Во время прогулок папа всегда рассказывал что-нибудь интересное. В репертуаре были страшилки с Петровки в детской аранжировке (чтобы не гуляла одна), завершавшиеся советом: «И если на улице незнакомый подойдет к тебе и скажет, что я или мама заболели, и пригласит тебя сесть в машину, чтобы к нам отвезти, беги и кричи диким голосом!» Боялся папа за нас панически и постоянно представлял, что с нами случилось несчастье: работало его богатое воображение. Еще рассказывал про хилого мальчика, превращенного родителями в прекрасного спортсмена. Мама привязывала сына на длинной бечевке к велосипеду и медленно ехала. Сперва мальчик еле поспевал за ней, потом настолько окреп, что стал перегонять. Эту историю папа, кстати, включил в роман «Майор Вихрь». Сам он бегал почти каждый день и нас уговаривал.

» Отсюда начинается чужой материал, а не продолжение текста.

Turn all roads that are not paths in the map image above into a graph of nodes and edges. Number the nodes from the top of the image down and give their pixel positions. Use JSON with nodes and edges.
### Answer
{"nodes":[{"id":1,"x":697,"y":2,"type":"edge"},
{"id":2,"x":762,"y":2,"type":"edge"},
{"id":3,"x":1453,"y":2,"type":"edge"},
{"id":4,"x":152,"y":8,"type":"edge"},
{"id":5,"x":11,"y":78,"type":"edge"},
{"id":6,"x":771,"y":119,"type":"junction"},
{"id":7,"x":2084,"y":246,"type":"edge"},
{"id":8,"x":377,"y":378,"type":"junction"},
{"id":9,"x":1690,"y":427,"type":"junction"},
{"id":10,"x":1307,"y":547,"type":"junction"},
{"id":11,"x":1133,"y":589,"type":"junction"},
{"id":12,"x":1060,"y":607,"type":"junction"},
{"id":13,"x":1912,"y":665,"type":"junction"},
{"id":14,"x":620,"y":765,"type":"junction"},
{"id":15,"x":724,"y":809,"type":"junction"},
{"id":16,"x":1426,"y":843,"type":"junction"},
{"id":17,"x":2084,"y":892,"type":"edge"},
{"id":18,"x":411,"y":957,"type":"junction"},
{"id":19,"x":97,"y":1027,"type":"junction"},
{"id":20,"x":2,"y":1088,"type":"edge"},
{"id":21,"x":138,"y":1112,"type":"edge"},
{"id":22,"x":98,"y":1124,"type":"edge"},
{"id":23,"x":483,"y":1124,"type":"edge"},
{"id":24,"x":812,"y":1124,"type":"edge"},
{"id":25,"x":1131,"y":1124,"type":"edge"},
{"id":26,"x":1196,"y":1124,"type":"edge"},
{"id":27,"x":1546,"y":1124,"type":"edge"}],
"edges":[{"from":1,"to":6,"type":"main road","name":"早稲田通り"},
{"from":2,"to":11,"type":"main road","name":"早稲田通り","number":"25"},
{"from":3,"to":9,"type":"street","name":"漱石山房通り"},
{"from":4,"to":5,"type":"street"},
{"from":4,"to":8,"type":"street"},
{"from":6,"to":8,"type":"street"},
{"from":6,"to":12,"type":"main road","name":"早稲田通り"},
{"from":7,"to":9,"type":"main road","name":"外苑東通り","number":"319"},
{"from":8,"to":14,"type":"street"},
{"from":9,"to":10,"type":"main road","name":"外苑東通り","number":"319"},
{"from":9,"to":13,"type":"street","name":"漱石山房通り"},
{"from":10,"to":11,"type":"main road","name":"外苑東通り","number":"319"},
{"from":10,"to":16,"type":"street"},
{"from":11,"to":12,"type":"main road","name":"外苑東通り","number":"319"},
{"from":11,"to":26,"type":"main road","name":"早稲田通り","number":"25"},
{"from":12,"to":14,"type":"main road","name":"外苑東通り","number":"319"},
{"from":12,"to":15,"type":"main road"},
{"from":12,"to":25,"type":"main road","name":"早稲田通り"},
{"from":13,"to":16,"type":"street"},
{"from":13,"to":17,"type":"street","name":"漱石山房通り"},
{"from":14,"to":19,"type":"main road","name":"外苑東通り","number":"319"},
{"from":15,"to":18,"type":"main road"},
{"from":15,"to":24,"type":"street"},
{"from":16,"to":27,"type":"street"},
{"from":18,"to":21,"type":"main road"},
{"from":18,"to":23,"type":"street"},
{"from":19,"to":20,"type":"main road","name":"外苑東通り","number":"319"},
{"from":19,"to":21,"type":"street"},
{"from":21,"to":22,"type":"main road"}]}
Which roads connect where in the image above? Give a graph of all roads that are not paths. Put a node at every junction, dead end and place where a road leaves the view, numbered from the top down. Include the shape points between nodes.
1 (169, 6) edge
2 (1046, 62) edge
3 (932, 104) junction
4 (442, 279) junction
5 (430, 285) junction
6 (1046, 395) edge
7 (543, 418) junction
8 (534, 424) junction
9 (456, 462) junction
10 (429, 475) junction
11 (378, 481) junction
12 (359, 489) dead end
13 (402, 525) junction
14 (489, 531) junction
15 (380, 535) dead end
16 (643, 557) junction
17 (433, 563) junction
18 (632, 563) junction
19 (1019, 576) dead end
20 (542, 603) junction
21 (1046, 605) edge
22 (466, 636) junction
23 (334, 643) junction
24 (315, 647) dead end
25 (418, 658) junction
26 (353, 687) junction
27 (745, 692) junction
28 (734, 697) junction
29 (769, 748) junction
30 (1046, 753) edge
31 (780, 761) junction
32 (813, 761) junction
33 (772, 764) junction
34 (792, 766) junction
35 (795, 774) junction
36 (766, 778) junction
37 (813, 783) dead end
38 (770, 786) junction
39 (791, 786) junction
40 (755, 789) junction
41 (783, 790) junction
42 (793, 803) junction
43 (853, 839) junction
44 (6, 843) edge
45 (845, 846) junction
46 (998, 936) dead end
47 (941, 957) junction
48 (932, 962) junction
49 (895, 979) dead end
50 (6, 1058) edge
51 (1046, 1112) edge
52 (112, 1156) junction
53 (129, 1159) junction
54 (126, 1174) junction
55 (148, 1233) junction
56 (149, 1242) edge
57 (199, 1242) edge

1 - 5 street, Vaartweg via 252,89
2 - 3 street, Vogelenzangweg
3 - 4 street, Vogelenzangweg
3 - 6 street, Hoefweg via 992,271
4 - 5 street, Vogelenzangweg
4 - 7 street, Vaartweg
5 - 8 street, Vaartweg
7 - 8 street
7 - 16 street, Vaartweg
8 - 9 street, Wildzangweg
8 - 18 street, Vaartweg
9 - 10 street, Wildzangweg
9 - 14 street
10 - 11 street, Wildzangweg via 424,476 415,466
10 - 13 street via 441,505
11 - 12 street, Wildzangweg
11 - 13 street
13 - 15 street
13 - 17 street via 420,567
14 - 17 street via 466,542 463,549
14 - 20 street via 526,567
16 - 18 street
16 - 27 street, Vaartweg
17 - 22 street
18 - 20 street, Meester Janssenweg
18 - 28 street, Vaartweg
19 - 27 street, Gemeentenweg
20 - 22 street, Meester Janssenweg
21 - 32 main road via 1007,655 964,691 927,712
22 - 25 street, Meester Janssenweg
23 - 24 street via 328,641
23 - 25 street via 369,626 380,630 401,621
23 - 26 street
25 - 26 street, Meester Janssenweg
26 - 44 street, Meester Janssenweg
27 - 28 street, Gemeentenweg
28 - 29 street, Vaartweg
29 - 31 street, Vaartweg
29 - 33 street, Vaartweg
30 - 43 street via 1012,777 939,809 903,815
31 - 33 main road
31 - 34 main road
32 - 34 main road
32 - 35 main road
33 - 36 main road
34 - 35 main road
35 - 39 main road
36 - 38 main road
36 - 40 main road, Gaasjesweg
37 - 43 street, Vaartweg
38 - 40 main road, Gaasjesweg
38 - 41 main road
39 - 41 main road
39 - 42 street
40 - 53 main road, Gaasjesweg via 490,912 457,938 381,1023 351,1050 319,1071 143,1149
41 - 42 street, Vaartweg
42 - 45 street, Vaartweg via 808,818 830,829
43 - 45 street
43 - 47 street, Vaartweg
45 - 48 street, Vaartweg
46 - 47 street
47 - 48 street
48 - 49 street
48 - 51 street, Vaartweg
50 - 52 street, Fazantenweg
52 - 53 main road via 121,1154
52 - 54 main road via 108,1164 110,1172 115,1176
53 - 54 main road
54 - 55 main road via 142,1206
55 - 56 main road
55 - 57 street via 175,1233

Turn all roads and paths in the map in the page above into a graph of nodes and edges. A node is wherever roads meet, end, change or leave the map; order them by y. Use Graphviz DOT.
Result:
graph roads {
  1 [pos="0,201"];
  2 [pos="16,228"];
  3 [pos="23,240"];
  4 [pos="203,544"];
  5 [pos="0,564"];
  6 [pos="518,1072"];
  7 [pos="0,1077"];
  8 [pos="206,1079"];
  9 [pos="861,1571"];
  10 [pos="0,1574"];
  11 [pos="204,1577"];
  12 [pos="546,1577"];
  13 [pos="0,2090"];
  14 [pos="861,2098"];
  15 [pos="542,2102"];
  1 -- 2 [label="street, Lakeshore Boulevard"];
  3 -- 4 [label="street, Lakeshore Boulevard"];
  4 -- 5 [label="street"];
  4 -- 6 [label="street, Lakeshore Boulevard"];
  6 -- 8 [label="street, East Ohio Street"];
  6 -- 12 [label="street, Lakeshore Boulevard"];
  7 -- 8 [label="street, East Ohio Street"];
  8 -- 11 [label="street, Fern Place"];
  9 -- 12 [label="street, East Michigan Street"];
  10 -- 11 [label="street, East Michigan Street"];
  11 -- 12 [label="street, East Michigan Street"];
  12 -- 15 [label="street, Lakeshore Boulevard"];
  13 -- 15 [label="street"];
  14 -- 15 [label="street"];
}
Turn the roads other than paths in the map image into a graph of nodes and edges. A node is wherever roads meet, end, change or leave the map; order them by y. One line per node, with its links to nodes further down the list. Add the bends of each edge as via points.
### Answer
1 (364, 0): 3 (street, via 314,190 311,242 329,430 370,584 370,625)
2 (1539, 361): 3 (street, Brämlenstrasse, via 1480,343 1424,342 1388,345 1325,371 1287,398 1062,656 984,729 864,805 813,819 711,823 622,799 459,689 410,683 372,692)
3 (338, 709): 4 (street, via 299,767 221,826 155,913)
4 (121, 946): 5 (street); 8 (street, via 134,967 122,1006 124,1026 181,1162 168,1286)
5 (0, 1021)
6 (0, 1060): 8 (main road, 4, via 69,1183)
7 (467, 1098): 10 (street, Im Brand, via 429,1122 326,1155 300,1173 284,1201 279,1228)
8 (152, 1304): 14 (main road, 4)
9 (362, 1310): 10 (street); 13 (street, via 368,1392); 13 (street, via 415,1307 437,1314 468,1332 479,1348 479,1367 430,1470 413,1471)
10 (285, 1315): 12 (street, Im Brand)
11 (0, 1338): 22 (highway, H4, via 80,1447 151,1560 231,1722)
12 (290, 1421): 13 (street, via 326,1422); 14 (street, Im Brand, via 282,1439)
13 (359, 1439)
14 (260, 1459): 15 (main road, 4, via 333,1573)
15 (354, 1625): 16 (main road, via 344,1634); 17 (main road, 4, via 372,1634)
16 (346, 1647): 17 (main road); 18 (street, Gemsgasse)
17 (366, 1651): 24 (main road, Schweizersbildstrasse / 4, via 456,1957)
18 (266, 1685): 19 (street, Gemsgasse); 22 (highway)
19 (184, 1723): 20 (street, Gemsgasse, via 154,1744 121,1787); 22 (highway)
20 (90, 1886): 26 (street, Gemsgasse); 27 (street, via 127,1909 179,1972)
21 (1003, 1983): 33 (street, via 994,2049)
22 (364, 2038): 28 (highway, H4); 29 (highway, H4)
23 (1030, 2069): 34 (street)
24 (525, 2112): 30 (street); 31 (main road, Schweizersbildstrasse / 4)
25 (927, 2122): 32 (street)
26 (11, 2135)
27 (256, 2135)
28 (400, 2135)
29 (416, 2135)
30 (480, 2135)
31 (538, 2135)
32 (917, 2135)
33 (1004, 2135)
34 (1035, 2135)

Лет в шесть научил меня играть в дурачка и по вечерам устраивал турнир. Поддавался безбожно. Если, забывшись, я опускала карты, напоминал: «Кузьма, карты к орденам!» Выиграв, я ликовала, папа громко требовал реванша, а правильная Багаля, проходя рядом, тяжело вздыхала: «Мальчик, не приучай ребенка к азартным играм — это непедагогично». Потом мы мерились силой рук. Папа изображал невероятное усилие, дрожь в руке, гримасы из последних сил борющегося человека. Иногда сдавался, иногда, в последний момент, со страшным криком ручонку мою клал на стол.